▸ WHAT NEEDS TO BE DONE
The required output is the line that contains "Extract the road graph of the map" through the last line of the data, retyped verbatim and with nothing added.

#####

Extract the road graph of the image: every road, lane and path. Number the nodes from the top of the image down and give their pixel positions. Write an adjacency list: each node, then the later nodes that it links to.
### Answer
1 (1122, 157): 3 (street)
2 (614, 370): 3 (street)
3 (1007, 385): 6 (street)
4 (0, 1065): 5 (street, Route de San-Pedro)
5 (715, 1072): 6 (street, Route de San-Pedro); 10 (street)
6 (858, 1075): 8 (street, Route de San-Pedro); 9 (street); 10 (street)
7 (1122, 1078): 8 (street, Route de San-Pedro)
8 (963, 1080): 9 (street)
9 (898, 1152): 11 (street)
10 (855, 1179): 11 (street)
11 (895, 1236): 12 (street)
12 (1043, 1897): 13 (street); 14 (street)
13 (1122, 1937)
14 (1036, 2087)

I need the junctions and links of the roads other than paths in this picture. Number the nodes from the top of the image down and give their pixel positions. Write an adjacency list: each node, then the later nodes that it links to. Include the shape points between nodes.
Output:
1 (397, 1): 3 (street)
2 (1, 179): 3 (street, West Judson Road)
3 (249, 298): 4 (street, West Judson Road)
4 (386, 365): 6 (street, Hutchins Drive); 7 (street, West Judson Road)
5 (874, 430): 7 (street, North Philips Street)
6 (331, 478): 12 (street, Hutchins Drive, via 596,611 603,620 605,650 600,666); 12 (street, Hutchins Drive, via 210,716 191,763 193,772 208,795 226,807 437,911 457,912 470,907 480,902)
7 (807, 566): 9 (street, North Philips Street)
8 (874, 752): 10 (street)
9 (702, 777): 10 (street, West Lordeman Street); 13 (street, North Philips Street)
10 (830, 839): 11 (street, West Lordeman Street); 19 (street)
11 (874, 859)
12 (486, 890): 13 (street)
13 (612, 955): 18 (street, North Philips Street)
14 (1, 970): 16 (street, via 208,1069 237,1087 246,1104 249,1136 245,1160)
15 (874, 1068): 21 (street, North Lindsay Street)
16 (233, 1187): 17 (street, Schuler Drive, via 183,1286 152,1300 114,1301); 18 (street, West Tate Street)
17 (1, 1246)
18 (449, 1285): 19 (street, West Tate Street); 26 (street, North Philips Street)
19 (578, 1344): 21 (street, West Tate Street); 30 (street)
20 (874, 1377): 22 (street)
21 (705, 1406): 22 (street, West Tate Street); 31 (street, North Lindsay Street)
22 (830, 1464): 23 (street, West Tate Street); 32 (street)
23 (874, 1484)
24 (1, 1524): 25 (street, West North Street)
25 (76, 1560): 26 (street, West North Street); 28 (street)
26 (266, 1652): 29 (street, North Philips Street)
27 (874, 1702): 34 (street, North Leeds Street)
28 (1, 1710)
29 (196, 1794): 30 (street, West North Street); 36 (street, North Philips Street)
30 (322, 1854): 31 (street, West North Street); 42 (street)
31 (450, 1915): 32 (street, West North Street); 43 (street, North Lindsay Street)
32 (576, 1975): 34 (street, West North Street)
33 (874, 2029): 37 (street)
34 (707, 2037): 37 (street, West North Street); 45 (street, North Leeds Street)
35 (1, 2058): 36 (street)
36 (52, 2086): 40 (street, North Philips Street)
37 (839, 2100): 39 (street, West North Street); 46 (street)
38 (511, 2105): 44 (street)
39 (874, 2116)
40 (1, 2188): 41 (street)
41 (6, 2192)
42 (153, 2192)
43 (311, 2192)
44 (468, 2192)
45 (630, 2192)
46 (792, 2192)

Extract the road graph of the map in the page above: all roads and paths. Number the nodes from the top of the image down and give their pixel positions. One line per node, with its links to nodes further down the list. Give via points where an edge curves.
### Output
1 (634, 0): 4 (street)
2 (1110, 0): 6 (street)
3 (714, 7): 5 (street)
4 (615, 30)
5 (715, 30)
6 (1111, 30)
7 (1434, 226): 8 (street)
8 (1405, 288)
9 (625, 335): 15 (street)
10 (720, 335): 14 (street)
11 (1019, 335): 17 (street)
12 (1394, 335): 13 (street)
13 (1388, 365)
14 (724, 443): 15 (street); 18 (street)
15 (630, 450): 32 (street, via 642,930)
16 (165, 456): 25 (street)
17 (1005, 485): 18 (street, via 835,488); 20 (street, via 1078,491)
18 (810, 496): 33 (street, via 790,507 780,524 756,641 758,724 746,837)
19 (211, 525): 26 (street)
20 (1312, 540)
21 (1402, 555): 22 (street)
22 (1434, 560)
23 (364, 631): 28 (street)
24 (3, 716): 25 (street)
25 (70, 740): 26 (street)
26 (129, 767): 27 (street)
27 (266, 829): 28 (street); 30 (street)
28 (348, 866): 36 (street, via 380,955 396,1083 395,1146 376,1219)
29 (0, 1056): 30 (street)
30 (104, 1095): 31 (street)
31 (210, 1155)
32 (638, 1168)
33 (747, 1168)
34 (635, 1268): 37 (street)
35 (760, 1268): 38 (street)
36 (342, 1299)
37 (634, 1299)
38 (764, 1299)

#####

▸ YOUR SOLUTION
Extract the road graph of the map in the page above: all roads and paths. Number the nodes from the top of the image down and give their pixel positions. One line per node, with its links to nodes further down the list. Give via points where an edge curves.
### Output
1 (634, 0): 4 (street)
2 (1110, 0): 6 (street)
3 (714, 7): 5 (street)
4 (615, 30)
5 (715, 30)
6 (1111, 30)
7 (1434, 226): 8 (street)
8 (1405, 288)
9 (625, 335): 15 (street)
10 (720, 335): 14 (street)
11 (1019, 335): 17 (street)
12 (1394, 335): 13 (street)
13 (1388, 365)
14 (724, 443): 15 (street); 18 (street)
15 (630, 450): 32 (street, via 642,930)
16 (165, 456): 25 (street)
17 (1005, 485): 18 (street, via 835,488); 20 (street, via 1078,491)
18 (810, 496): 33 (street, via 790,507 780,524 756,641 758,724 746,837)
19 (211, 525): 26 (street)
20 (1312, 540)
21 (1402, 555): 22 (street)
22 (1434, 560)
23 (364, 631): 28 (street)
24 (3, 716): 25 (street)
25 (70, 740): 26 (street)
26 (129, 767): 27 (street)
27 (266, 829): 28 (street); 30 (street)
28 (348, 866): 36 (street, via 380,955 396,1083 395,1146 376,1219)
29 (0, 1056): 30 (street)
30 (104, 1095): 31 (street)
31 (210, 1155)
32 (638, 1168)
33 (747, 1168)
34 (635, 1268): 37 (street)
35 (760, 1268): 38 (street)
36 (342, 1299)
37 (634, 1299)
38 (764, 1299)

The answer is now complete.